If only, if only. There is so little to say to someone in grief. So little to do. Sixweasels lost her doggie last night. She came home to a house that was a little emptier than when she left it in the morning. Stacy had passed away.

When I moved out of my Mom's house and had to leave my dog behind, I was inconsolable. I cried in the bathroom on my breaks at work. I cried myself to sleep at night.

When she finally does pass on, I know that there will be nothing anyone can do or say to fill in the space. Only the passing of time will make the heartbreak ease.

I have never known Six or Mr. Weasel without Stacy. It was always the three of them. So you know she was a ripe old age ;) That dog could bark so much that your head would pop off. But she was also very sweet and gentle. You should have seen how huge her eyes would get when she knew you had yummy food for her. She would just sit there staring you down, bowing her head, with those big doe eyes.

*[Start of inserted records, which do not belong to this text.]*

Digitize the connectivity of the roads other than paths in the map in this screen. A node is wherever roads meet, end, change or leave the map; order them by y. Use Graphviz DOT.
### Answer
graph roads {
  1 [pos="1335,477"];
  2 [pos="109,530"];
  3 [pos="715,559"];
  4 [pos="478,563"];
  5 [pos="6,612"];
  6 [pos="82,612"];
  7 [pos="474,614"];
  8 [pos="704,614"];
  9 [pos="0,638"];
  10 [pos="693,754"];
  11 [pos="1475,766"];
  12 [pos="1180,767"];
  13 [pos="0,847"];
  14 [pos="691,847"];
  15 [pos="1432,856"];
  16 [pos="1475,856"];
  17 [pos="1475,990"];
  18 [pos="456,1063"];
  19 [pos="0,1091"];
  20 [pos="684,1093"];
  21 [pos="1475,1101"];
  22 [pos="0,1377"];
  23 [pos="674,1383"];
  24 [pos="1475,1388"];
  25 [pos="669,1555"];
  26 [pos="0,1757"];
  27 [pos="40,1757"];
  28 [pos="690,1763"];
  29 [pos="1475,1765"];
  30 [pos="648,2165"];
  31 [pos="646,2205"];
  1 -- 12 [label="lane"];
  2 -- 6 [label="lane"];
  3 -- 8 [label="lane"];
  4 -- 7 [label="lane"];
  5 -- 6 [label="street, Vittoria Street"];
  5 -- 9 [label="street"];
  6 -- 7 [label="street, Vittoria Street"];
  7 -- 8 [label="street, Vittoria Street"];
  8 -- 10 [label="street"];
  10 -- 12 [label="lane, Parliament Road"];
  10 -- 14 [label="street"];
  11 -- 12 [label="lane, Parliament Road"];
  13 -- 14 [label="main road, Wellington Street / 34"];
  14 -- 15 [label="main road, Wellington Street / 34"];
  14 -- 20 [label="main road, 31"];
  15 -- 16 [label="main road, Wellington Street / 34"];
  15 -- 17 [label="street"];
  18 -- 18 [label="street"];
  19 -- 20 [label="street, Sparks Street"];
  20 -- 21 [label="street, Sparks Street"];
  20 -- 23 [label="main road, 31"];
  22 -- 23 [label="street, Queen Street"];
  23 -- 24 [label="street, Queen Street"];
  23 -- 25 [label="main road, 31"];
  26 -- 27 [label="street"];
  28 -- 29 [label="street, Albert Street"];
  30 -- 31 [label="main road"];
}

She would eat daintily, taking a mouthful of food, transporting it into the living room, then laying down to eat it one kibble at a time. It was almost ceremonial. And she loved to drape her body right up against you so hard it was like she was formfitted. I've never known another dog who would do that.

I will miss her antics. The pitter patter. The big brown eyes looking at me expectantly for leftovers. She's been such a part of my life. She made me want my own dog. Lucky for the K-girl.

So tonight, I will go to my Mom's house, and give my girlie a few extra butt and armpit rubs. She won't know why, but won't argue either.

Hang in there Six! Don't forget to cry. You of all people deserve a good heavy sob. Call me if you need me!